Varietal of bean will have something to do with crema too - guessing any roasters care to help out or is it that Africans beans tend to roasted for origin flavours - less developed that's say Brazilians , therefore less crema .


----------



## DoubleShot (Apr 23, 2014)

I'm by no means in hot pursuit for mountains of crema as I know it certainly doesn't improve the taste of espresso. On a different subject though, little to no crema doesn't help when trying to pour latte art. Somewhere in the middle perhaps would be the happy medium?


----------



## Mrboots2u (May 10, 2013)

DoubleShot said:


> I'm by no means in hot pursuit for mountains of crema as I know it certainly doesn't improve the taste of espresso. On a different subject though, little to no crema doesn't help when trying to pour latte art. Somewhere in the middle perhaps would be the happy medium?
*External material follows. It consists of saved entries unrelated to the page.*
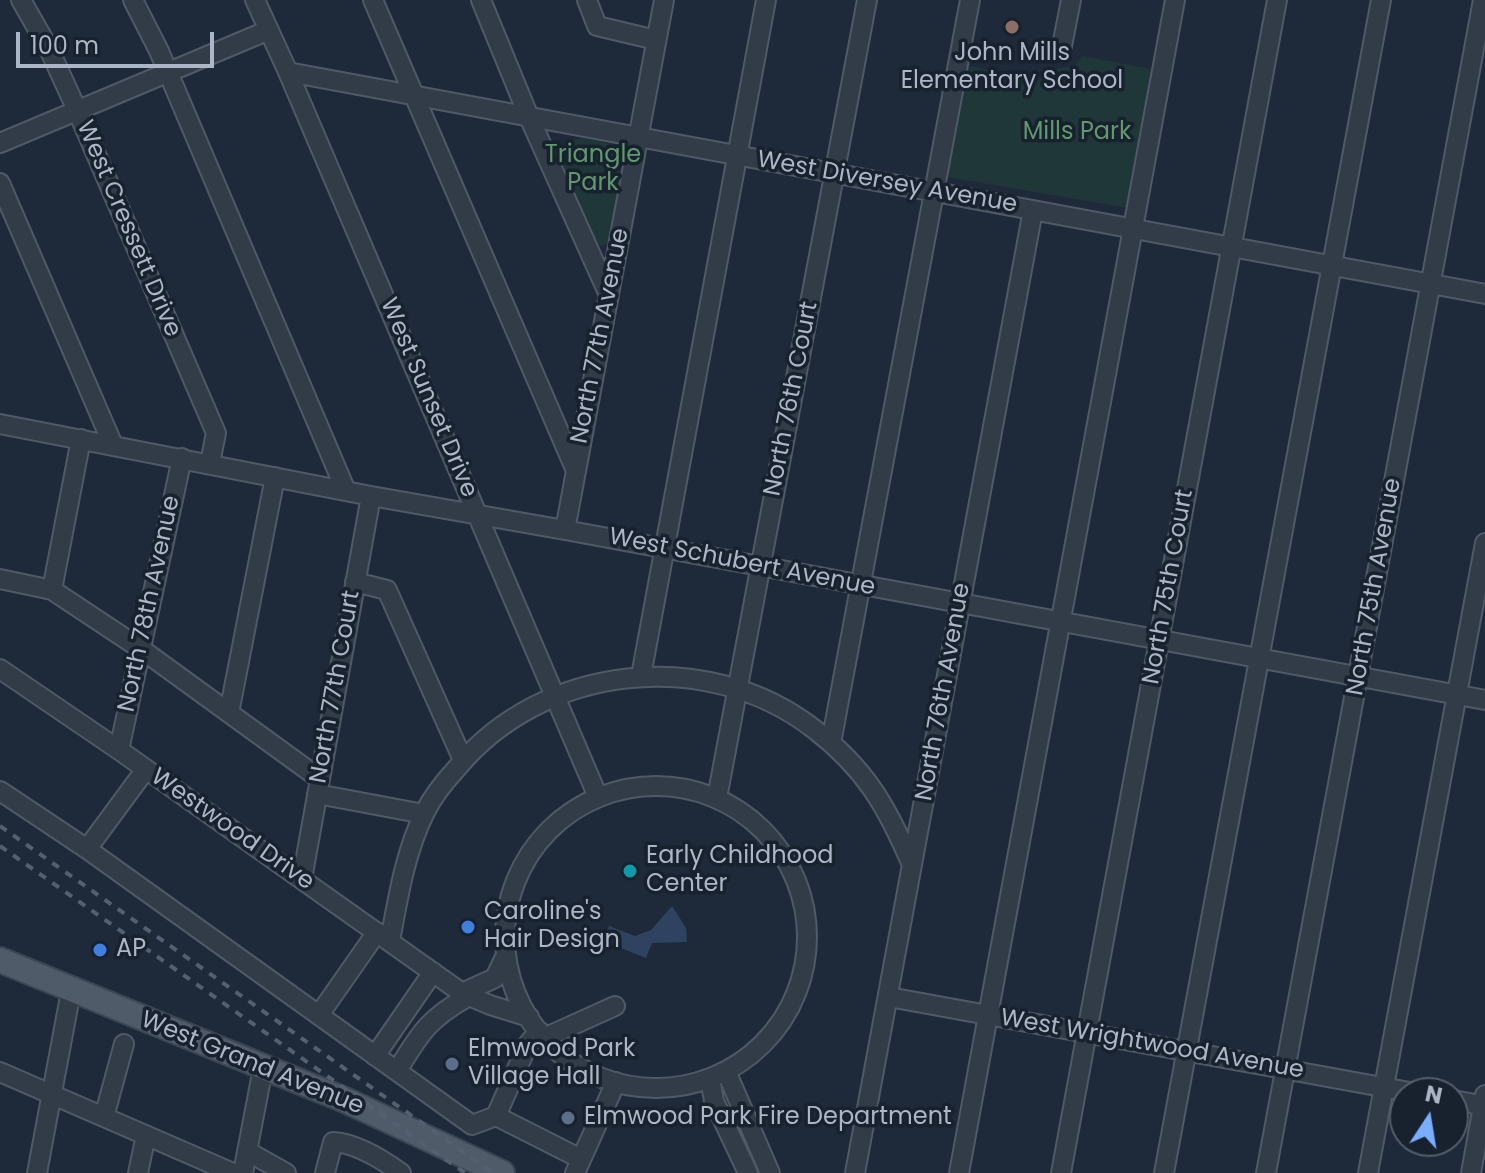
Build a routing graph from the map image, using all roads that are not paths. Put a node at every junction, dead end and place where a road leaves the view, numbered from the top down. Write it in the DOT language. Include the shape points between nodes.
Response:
graph roads {
  1 [pos="21,0"];
  2 [pos="133,0"];
  3 [pos="255,0"];
  4 [pos="373,0"];
  5 [pos="481,0"];
  6 [pos="587,0"];
  7 [pos="664,0"];
  8 [pos="766,0"];
  9 [pos="867,0"];
  10 [pos="970,0"];
  11 [pos="1071,0"];
  12 [pos="1175,0"];
  13 [pos="1277,0"];
  14 [pos="1381,0"];
  15 [pos="1483,0"];
  16 [pos="269,30"];
  17 [pos="656,40"];
  18 [pos="1062,46"];
  19 [pos="168,72"];
  20 [pos="288,72"];
  21 [pos="413,95"];
  22 [pos="77,110"];
  23 [pos="529,117"];
  24 [pos="638,137"];
  25 [pos="0,143"];
  26 [pos="737,155"];
  27 [pos="834,173"];
  28 [pos="0,183"];
  29 [pos="934,192"];
  30 [pos="1033,210"];
  31 [pos="1133,229"];
  32 [pos="1232,247"];
  33 [pos="1331,265"];
  34 [pos="1431,284"];
  35 [pos="1485,294"];
  36 [pos="609,295"];
  37 [pos="0,424"];
  38 [pos="81,439"];
  39 [pos="113,445"];
  40 [pos="182,458"];
  41 [pos="210,463"];
  42 [pos="576,471"];
  43 [pos="275,477"];
  44 [pos="346,491"];
  45 [pos="371,496"];
  46 [pos="478,515"];
  47 [pos="565,530"];
  48 [pos="1485,543"];
  49 [pos="664,548"];
  50 [pos="761,566"];
  51 [pos="0,579"];
  52 [pos="355,582"];
  53 [pos="861,585"];
  54 [pos="52,590"];
  55 [pos="961,604"];
  56 [pos="1061,622"];
  57 [pos="1159,639"];
  58 [pos="141,649"];
  59 [pos="1259,658"];
  60 [pos="0,669"];
  61 [pos="641,676"];
  62 [pos="1358,677"];
  63 [pos="738,690"];
  64 [pos="1457,695"];
  65 [pos="555,696"];
  66 [pos="1485,700"];
  67 [pos="229,713"];
  68 [pos="831,743"];
  69 [pos="119,750"];
  70 [pos="463,760"];
  71 [pos="146,769"];
  72 [pos="318,786"];
  73 [pos="0,791"];
  74 [pos="598,797"];
  75 [pos="717,798"];
  76 [pos="424,814"];
  77 [pos="87,849"];
  78 [pos="912,865"];
  79 [pos="302,879"];
  80 [pos="383,937"];
  81 [pos="504,959"];
  82 [pos="0,960"];
  83 [pos="433,972"];
  84 [pos="71,991"];
  85 [pos="466,994"];
  86 [pos="889,997"];
  87 [pos="615,1006"];
  88 [pos="319,1015"];
  89 [pos="988,1015"];
  90 [pos="537,1029"];
  91 [pos="1087,1033"];
  92 [pos="124,1044"];
  93 [pos="1186,1051"];
  94 [pos="375,1056"];
  95 [pos="263,1068"];
  96 [pos="1285,1069"];
  97 [pos="397,1071"];
  98 [pos="0,1072"];
  99 [pos="718,1075"];
  100 [pos="616,1082"];
  101 [pos="1384,1087"];
  102 [pos="1389,1088"];
  103 [pos="52,1095"];
  104 [pos="1484,1102"];
  105 [pos="496,1116"];
  106 [pos="104,1117"];
  107 [pos="146,1135"];
  108 [pos="247,1151"];
  109 [pos="578,1166"];
  110 [pos="37,1173"];
  111 [pos="138,1173"];
  112 [pos="233,1173"];
  113 [pos="243,1173"];
  114 [pos="286,1173"];
  115 [pos="325,1173"];
  116 [pos="401,1173"];
  117 [pos="502,1173"];
  118 [pos="748,1173"];
  119 [pos="770,1173"];
  120 [pos="855,1173"];
  121 [pos="959,1173"];
  122 [pos="1061,1173"];
  123 [pos="1164,1173"];
  124 [pos="1266,1173"];
  125 [pos="1368,1173"];
  126 [pos="1471,1173"];
  1 -- 22 [label="street, West Cressett Drive"];
  2 -- 19 [label="street"];
  3 -- 16 [label="street, West Sunset Drive"];
  4 -- 21 [label="street"];
  5 -- 23 [label="street"];
  6 -- 17 [label="street" via="597,26"];
  7 -- 17 [label="street, North 77th Avenue"];
  8 -- 26 [label="street"];
  9 -- 27 [label="street, North 76th Court"];
  10 -- 29 [label="street"];
  11 -- 18 [label="street"];
  12 -- 31 [label="street"];
  13 -- 32 [label="street, North 75th Court"];
  14 -- 33 [label="street"];
  15 -- 34 [label="street, North 75th Avenue"];
  16 -- 19 [label="street"];
  16 -- 20 [label="street, West Sunset Drive"];
  17 -- 24 [label="street, North 77th Avenue"];
  19 -- 22 [label="street"];
  19 -- 44 [label="street"];
  20 -- 21 [label="street, West Diversey Avenue"];
  20 -- 46 [label="street, West Sunset Drive"];
  21 -- 23 [label="street, West Diversey Avenue"];
  21 -- 42 [label="street"];
  22 -- 25 [label="street"];
  22 -- 41 [label="street, West Cressett Drive" via="216,433"];
  23 -- 24 [label="street, West Diversey Avenue"];
  23 -- 36 [label="street"];
  24 -- 26 [label="street, West Diversey Avenue"];
  24 -- 36 [label="street, North 77th Avenue"];
  26 -- 27 [label="street, West Diversey Avenue"];
  26 -- 49 [label="street"];
  27 -- 29 [label="street, West Diversey Avenue"];
  27 -- 50 [label="street, North 76th Court"];
  28 -- 39 [label="street"];
  29 -- 30 [label="street, West Diversey Avenue"];
  29 -- 53 [label="street"];
  30 -- 31 [label="street, West Diversey Avenue"];
  30 -- 55 [label="street, North 76th Avenue"];
  31 -- 32 [label="street, West Diversey Avenue"];
  31 -- 56 [label="street"];
  32 -- 33 [label="street, West Diversey Avenue"];
  32 -- 57 [label="street, North 75th Court"];
  33 -- 34 [label="street, West Diversey Avenue"];
  33 -- 59 [label="street"];
  34 -- 35 [label="street, West Diversey Avenue"];
  34 -- 62 [label="street, North 75th Avenue"];
  36 -- 42 [label="street, North 77th Avenue"];
  37 -- 38 [label="street, West Schubert Avenue"];
  38 -- 39 [label="street, West Schubert Avenue"];
  38 -- 54 [label="street"];
  39 -- 40 [label="street, West Schubert Avenue"];
  40 -- 41 [label="street, West Schubert Avenue"];
  40 -- 58 [label="street, North 78th Avenue"];
  41 -- 43 [label="street, West Schubert Avenue"];
  42 -- 47 [label="street, North 77th Avenue"];
  43 -- 44 [label="street, West Schubert Avenue"];
  43 -- 67 [label="street"];
  44 -- 45 [label="street, West Schubert Avenue"];
  45 -- 46 [label="street, West Schubert Avenue"];
  45 -- 52 [label="street, North 77th Court"];
  46 -- 47 [label="street, West Schubert Avenue"];
  46 -- 65 [label="street, West Sunset Drive"];
  47 -- 49 [label="street, West Schubert Avenue"];
  48 -- 64 [label="street"];
  49 -- 50 [label="street, West Schubert Avenue"];
  49 -- 61 [label="street"];
  50 -- 53 [label="street, West Schubert Avenue"];
  50 -- 63 [label="street, North 76th Court"];
  51 -- 54 [label="street"];
  52 -- 70 [label="street" via="387,590"];
  52 -- 72 [label="street, North 77th Court"];
  53 -- 55 [label="street, West Schubert Avenue"];
  53 -- 68 [label="street"];
  54 -- 58 [label="street"];
  55 -- 56 [label="street, West Schubert Avenue"];
  55 -- 78 [label="street, North 76th Avenue"];
  56 -- 57 [label="street, West Schubert Avenue"];
  56 -- 89 [label="street"];
  57 -- 59 [label="street, West Schubert Avenue"];
  57 -- 91 [label="street, North 75th Court"];
  58 -- 67 [label="street"];
  58 -- 69 [label="street, North 78th Avenue"];
  59 -- 62 [label="street, West Schubert Avenue"];
  59 -- 93 [label="street"];
  60 -- 69 [label="street, Westwood Drive"];
  61 -- 63 [label="street" via="698,679"];
  61 -- 65 [label="street"];
  62 -- 64 [label="street, West Schubert Avenue"];
  62 -- 96 [label="street, North 75th Avenue"];
  63 -- 68 [label="street" via="788,711"];
  63 -- 75 [label="street, North 76th Court"];
  64 -- 66 [label="street, West Schubert Avenue"];
  64 -- 101 [label="street"];
  65 -- 70 [label="street" via="497,729"];
  65 -- 74 [label="street, West Sunset Drive"];
  67 -- 72 [label="street"];
  68 -- 78 [label="street" via="876,792"];
  69 -- 71 [label="street, Westwood Drive"];
  70 -- 76 [label="street"];
  71 -- 77 [label="street"];
  71 -- 79 [label="street, Westwood Drive"];
  72 -- 76 [label="street"];
  72 -- 79 [label="street, North 77th Court"];
  73 -- 77 [label="street"];
  74 -- 75 [label="street" via="653,786"];
  74 -- 81 [label="street" via="555,824 522,866 509,904"];
  75 -- 99 [label="street" via="754,821 783,853 801,892 808,932 802,980 788,1012 758,1049"];
  76 -- 80 [label="street"];
  77 -- 88 [label="street"];
  78 -- 86 [label="street, North 76th Avenue"];
  79 -- 80 [label="street, Westwood Drive"];
  80 -- 83 [label="street, Westwood Drive"];
  80 -- 88 [label="street"];
  81 -- 85 [label="street" via="495,978"];
  81 -- 90 [label="street"];
  82 -- 84 [label="main road, West Grand Avenue"];
  83 -- 85 [label="street, Westwood Drive"];
  83 -- 94 [label="street"];
  84 -- 95 [label="main road, West Grand Avenue"];
  84 -- 103 [label="street"];
  85 -- 90 [label="street, Westwood Drive"];
  85 -- 97 [label="street" via="430,1022"];
  86 -- 89 [label="street, West Wrightwood Avenue"];
  86 -- 120 [label="street, North 76th Avenue"];
  87 -- 90 [label="street"];
  88 -- 94 [label="street"];
  89 -- 91 [label="street, West Wrightwood Avenue"];
  89 -- 121 [label="street"];
  90 -- 100 [label="street" via="581,1067"];
  90 -- 105 [label="street"];
  91 -- 93 [label="street, West Wrightwood Avenue"];
  91 -- 122 [label="street, North 75th Court"];
  92 -- 106 [label="street"];
  93 -- 96 [label="street, West Wrightwood Avenue"];
  93 -- 123 [label="street"];
  94 -- 97 [label="street"];
  95 -- 108 [label="street"];
  95 -- 117 [label="main road, West Grand Avenue"];
  96 -- 101 [label="street, West Wrightwood Avenue"];
  96 -- 124 [label="street, North 75th Avenue"];
  97 -- 105 [label="street" via="472,1125"];
  98 -- 103 [label="street"];
  99 -- 100 [label="street" via="672,1087"];
  99 -- 118 [label="street" via="714,1101"];
  99 -- 119 [label="street"];
  100 -- 109 [label="street"];
  101 -- 102 [label="street, West Wrightwood Avenue"];
  101 -- 125 [label="street"];
  103 -- 106 [label="street"];
  103 -- 110 [label="street"];
  104 -- 126 [label="street"];
  105 -- 109 [label="street"];
  106 -- 107 [label="street"];
  107 -- 111 [label="street"];
  107 -- 112 [label="street"];
  108 -- 113 [label="street"];
  108 -- 114 [label="street"];
  115 -- 116 [label="street" via="333,1142 359,1149"];
}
Depends how important latte art is to you . I'd take a tasty drink over a pretty one any day of the week .


----------



## DoubleShot (Apr 23, 2014)

Me too. My main focus is always getting the shot right first. Only then does latte art come into the equation.


----------



## Jumbo Ratty (Jan 12, 2015)

Where the beans used a blend containing robusta, 100% robusta or 100% arabica ?


----------



## Mrboots2u (May 10, 2013)

Jumbo Ratty said:


> Where the beans used a blend containing robusta, 100% robusta or 100% arabica ?
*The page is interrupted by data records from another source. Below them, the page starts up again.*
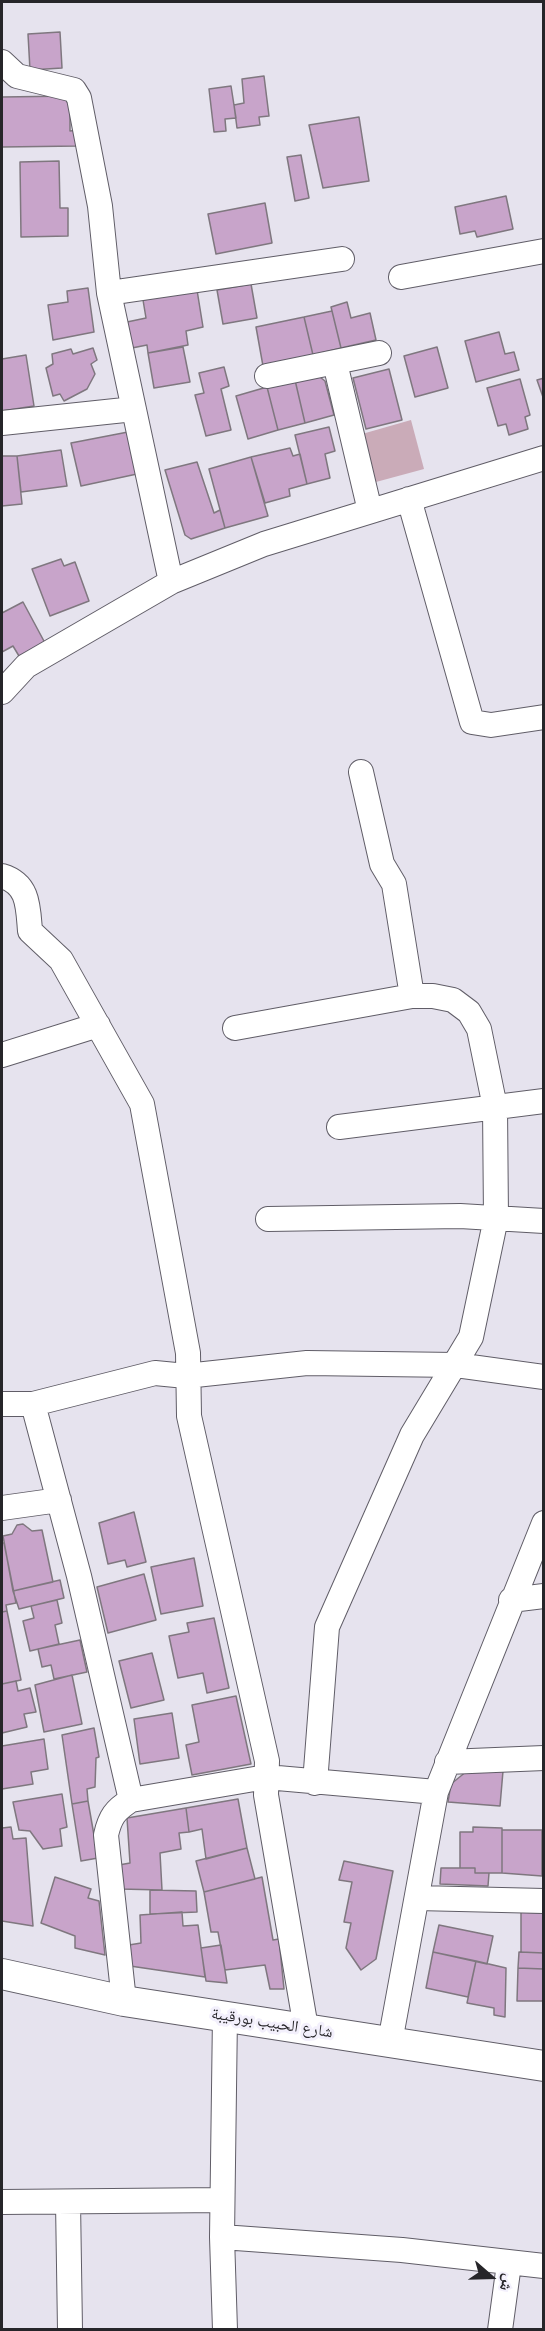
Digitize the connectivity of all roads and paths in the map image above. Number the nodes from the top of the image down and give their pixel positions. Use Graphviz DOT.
graph roads {
  1 [pos="2,62"];
  2 [pos="543,251"];
  3 [pos="342,259"];
  4 [pos="402,278"];
  5 [pos="108,292"];
  6 [pos="379,353"];
  7 [pos="335,363"];
  8 [pos="267,376"];
  9 [pos="134,409"];
  10 [pos="2,423"];
  11 [pos="543,458"];
  12 [pos="409,499"];
  13 [pos="370,511"];
  14 [pos="171,582"];
  15 [pos="2,693"];
  16 [pos="543,717"];
  17 [pos="361,772"];
  18 [pos="2,876"];
  19 [pos="412,996"];
  20 [pos="98,1026"];
  21 [pos="236,1028"];
  22 [pos="2,1055"];
  23 [pos="543,1101"];
  24 [pos="495,1107"];
  25 [pos="339,1127"];
  26 [pos="496,1218"];
  27 [pos="268,1219"];
  28 [pos="543,1221"];
  29 [pos="456,1365"];
  30 [pos="186,1376"];
  31 [pos="543,1377"];
  32 [pos="2,1404"];
  33 [pos="33,1404"];
  34 [pos="59,1500"];
  35 [pos="2,1508"];
  36 [pos="543,1523"];
  37 [pos="543,1596"];
  38 [pos="511,1600"];
  39 [pos="543,1758"];
  40 [pos="447,1762"];
  41 [pos="266,1777"];
  42 [pos="315,1783"];
  43 [pos="436,1792"];
  44 [pos="131,1800"];
  45 [pos="417,1898"];
  46 [pos="543,1901"];
  47 [pos="2,1974"];
  48 [pos="124,2001"];
  49 [pos="225,2015"];
  50 [pos="306,2028"];
  51 [pos="390,2042"];
  52 [pos="543,2066"];
  53 [pos="222,2200"];
  54 [pos="2,2202"];
  55 [pos="68,2202"];
  56 [pos="222,2237"];
  57 [pos="509,2264"];
  58 [pos="543,2266"];
  59 [pos="70,2330"];
  60 [pos="225,2330"];
  61 [pos="500,2330"];
  1 -- 5 [label="street"];
  2 -- 4 [label="street"];
  3 -- 5 [label="street"];
  5 -- 9 [label="street"];
  6 -- 7 [label="street"];
  7 -- 8 [label="street"];
  7 -- 13 [label="street"];
  9 -- 10 [label="street"];
  9 -- 14 [label="street"];
  11 -- 12 [label="street"];
  12 -- 13 [label="street"];
  12 -- 16 [label="street"];
  13 -- 14 [label="street"];
  14 -- 15 [label="street"];
  17 -- 19 [label="street"];
  18 -- 20 [label="street"];
  19 -- 21 [label="street"];
  19 -- 24 [label="street"];
  20 -- 22 [label="street"];
  20 -- 30 [label="street"];
  23 -- 24 [label="street"];
  24 -- 25 [label="street"];
  24 -- 26 [label="street"];
  26 -- 27 [label="street"];
  26 -- 28 [label="street"];
  26 -- 29 [label="street"];
  29 -- 30 [label="street"];
  29 -- 31 [label="street"];
  29 -- 42 [label="street"];
  30 -- 33 [label="street"];
  30 -- 41 [label="street"];
  32 -- 33 [label="street"];
  33 -- 34 [label="street"];
  34 -- 35 [label="street"];
  34 -- 44 [label="street"];
  36 -- 38 [label="street"];
  37 -- 38 [label="street"];
  38 -- 40 [label="street"];
  39 -- 40 [label="street"];
  40 -- 43 [label="street"];
  41 -- 42 [label="street"];
  41 -- 44 [label="street"];
  41 -- 50 [label="street"];
  42 -- 43 [label="street"];
  43 -- 45 [label="street"];
  44 -- 48 [label="street"];
  45 -- 46 [label="street"];
  45 -- 51 [label="street"];
  47 -- 48 [label="street, شارع الحبيب بورقيبة"];
  48 -- 49 [label="street, شارع الحبيب بورقيبة"];
  49 -- 50 [label="street, شارع الحبيب بورقيبة"];
  49 -- 53 [label="street"];
  50 -- 51 [label="street, شارع الحبيب بورقيبة"];
  51 -- 52 [label="street, شارع الحبيب بورقيبة"];
  53 -- 55 [label="street"];
  53 -- 56 [label="street"];
  54 -- 55 [label="street"];
  55 -- 59 [label="street"];
  56 -- 57 [label="street"];
  56 -- 60 [label="street"];
  57 -- 58 [label="street"];
  57 -- 61 [label="street"];
}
Anyone drink 100 percent robusta ( apart from me - by accident )


----------



## DoubleShot (Apr 23, 2014)

Beans used above were a blend.


----------



## Jumbo Ratty (Jan 12, 2015)

But did the blend contain robusta or not?


----------



## DoubleShot (Apr 23, 2014)

Not sure. It's a mix of coffee from Africa, Asia and South America.


----------



## DavecUK (Aug 6, 2013)

Mrboots2u said:


> Anyone drink 100 percent robusta ( apart from me - by accident )


I have done yes, on purpose a few times.

1. When drinking Kopi Luwak

2. To try the different robustas

3. As part of a demonstration


----------



## Mrboots2u (May 10, 2013)

DavecUK said:


> I have done yes, on purpose a few times.
> 
> 1. When drinking Kopi Luwak
> 
> ...


Not good is it


----------



## MSM (Mar 12, 2015)

Dylan said:


> Have you tried pulling a shot of Monsoon Malabar?
> 
> The crema from that coffee is insane, can barely get 25g into a shot glass before it starts overflowing. Cant say I enjoy the coffee all that much however, and as has been said many a time if you ever scoop off the crema and taste it by itself it is not a nice experience.


Agreed regarding the crema - you do get a massive amount of crema, this aside, I really like Monsoon Malabar for the low acidity.


----------



## Phil104 (Apr 15, 2014)

Sk8-bizarre said:


> I don't get stirring it in. My logic goes why stir in a bit that you dislike into the part you do, won't the bad part taint the good or at least lessen the quality of the good.


 That's not been my experience so far of stirring it in - I was assuming that in terms of overall volume the crema and its contents are such a small proportion that it doesn't taint the overall taste.


----------



## Milanski (Oct 10, 2013)

I'm a stirrer. I think I like it for the mouthfeel but I may be deluded.

It's as much a part of the ritual of drinking an espresso for me as the joy I used to take from rolling my own cigs with liquorice papers.


----------



## Sk8-bizarre (Jan 22, 2015)

Mrboots2u said:


> Anyone drink 100 percent robusta ( apart from me - by accident )


Well it's all good under the 'experience' banner I suppose. How long till your mouth recovered?


----------



## Rob1 (Apr 9, 2015)

DoubleShot said:


> I'm by no means in hot pursuit for mountains of crema as I know it certainly doesn't improve the taste of espresso. On a different subject though, little to no crema doesn't help when trying to pour latte art. Somewhere in the middle perhaps would be the happy medium?


A while ago somebody did a little test by stirring the crema into the drink after adding milk so it was all completely mixed. The theory was having crema sit on top of the drink and around the brim of the cup had a sensory effect causing you to expect and experience the drink as being more intense than it really was. When mixing the milk and espresso completely people generally reported that the drink tasted milkier and weaker, the flavour of each sip was the same rather. Some people preferred this but others enjoyed the initial impact of the crema, followed by the coffee/milk mix which was experienced as more intense overall, with flavours changing with each sip.

For me the crema is part of the drink, unpleasant on its own but when mixed into espresso or sitting on top of the milk it adds a pleasant intensity that the drink would otherwise lack.


----------



## DoubleShot (Apr 23, 2014)

I find little tid bits like above interesting. Can actually imagine the visual appearance of crema sat on top of a coffee having some bearing on the drinkers perception of how it will and does taste.


----------